Tiny specimens of this bizarre-looking skeleton shrimp (Liropus minusculus) were collected from a cave on Santa Catalina, off the coast of Southern California. The marine creature's translucent body is roughly an eighth of an inch long.
This new species of fungus is called orange penicillium (Penicillium vanoranjei) for two reasons. The obvious explanation is that the fungal colonies take on an bright orange tint, but the name also honors the Prince of Orange in the Dutch royal family. Dutch researchers isolated the drought-resistant species from Tunisian soil, and shared their findings in a journal published by the National Herbarium of the Netherlands.
The Cape Melville leaf-tailed gecko (Saltuarius eximius) is a spectacular new species from remote northern Australia. Its mottled coloration provides natural camouflage in the rocky terrain of the Melville Range's isolated rain forests.
This newly discovered carnivorous protist, known as Spiculosiphon oceana, measures just an inch and a half or so (4 centimeters), but that makes it a giant in the world of single-celled creatures. The foraminifer picks selectively from the skeletal pieces of dead sponges on the bottom of the Mediterranean Sea, building a shell that replicates not only the sponges' body shape but also their feeding strategy.
There are some things we don't want to send into space, and these newly discovered clean-room microbes (Tersicoccus phoenicis) are among them. Found in rooms where spacecraft are assembled, this microbial species could potentially contaminate other planets that the spacecraft visit. The bacterial cells were discovered on the floors of two separate clean rooms in Florida and French Guiana.
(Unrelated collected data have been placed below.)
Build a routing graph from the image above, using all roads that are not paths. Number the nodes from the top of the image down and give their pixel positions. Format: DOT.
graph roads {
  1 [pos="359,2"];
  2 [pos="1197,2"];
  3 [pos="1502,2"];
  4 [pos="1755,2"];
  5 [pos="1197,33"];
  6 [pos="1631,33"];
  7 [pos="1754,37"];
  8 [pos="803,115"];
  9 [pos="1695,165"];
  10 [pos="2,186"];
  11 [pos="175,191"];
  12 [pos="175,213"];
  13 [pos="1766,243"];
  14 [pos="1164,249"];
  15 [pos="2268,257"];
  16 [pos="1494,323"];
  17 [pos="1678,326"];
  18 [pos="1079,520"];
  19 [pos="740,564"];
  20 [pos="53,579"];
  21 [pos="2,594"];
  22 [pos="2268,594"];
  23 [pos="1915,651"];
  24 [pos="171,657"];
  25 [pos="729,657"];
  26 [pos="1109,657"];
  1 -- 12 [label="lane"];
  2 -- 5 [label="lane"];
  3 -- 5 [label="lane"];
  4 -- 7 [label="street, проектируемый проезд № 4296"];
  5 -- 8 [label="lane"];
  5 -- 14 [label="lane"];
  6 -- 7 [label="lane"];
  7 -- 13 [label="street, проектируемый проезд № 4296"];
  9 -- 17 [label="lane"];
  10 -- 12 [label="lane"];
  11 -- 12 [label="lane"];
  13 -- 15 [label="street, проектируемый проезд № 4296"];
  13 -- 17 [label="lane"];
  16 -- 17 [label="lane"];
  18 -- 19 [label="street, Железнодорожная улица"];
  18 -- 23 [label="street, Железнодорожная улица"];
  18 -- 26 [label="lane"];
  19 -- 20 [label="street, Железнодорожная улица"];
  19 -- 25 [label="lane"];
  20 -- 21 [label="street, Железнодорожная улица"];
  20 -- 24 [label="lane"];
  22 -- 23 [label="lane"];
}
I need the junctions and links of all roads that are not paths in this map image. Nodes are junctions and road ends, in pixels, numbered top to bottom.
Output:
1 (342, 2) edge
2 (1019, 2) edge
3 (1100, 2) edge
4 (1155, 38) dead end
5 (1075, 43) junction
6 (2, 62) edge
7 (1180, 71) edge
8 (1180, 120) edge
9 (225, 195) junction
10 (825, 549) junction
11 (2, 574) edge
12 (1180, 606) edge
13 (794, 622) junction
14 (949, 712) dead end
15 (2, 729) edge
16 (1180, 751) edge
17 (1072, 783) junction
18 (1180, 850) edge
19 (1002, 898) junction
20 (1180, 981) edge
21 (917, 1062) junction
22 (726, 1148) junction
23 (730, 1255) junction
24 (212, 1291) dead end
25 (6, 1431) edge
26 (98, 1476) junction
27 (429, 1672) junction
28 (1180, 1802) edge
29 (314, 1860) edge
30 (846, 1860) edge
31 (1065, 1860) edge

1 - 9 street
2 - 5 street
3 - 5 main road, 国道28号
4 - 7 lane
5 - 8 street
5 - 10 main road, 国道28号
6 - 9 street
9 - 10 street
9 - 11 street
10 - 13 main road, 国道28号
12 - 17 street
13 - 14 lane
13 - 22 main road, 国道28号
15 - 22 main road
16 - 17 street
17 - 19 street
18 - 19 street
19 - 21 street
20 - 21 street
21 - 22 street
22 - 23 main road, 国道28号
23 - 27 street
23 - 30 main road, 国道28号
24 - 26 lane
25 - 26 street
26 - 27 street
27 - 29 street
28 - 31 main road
This new wasp species, known as the Tinkerbell fairyfly (Tinkerbella nana), doesn't match up with the Disney image of Peter Pan's sidekick. Nevertheless, its name is inspired by the winged fairy. "Nana" refers to the dog in the Peter Pan story, and also to the Greek word "nanos," meaning dwarf. This Tinker Bell is one of the world's smallest insects, measuring just 250 micrometers (less than a hundredth of an inch).
This eyeless domed land snail (Zospeum tholussum) lives in complete darkness, nearly 3,000 feet underground in the Lukina Jama-Trojama caves of western Croatia. It has no shell pigmentation, giving it a ghostlike appearance.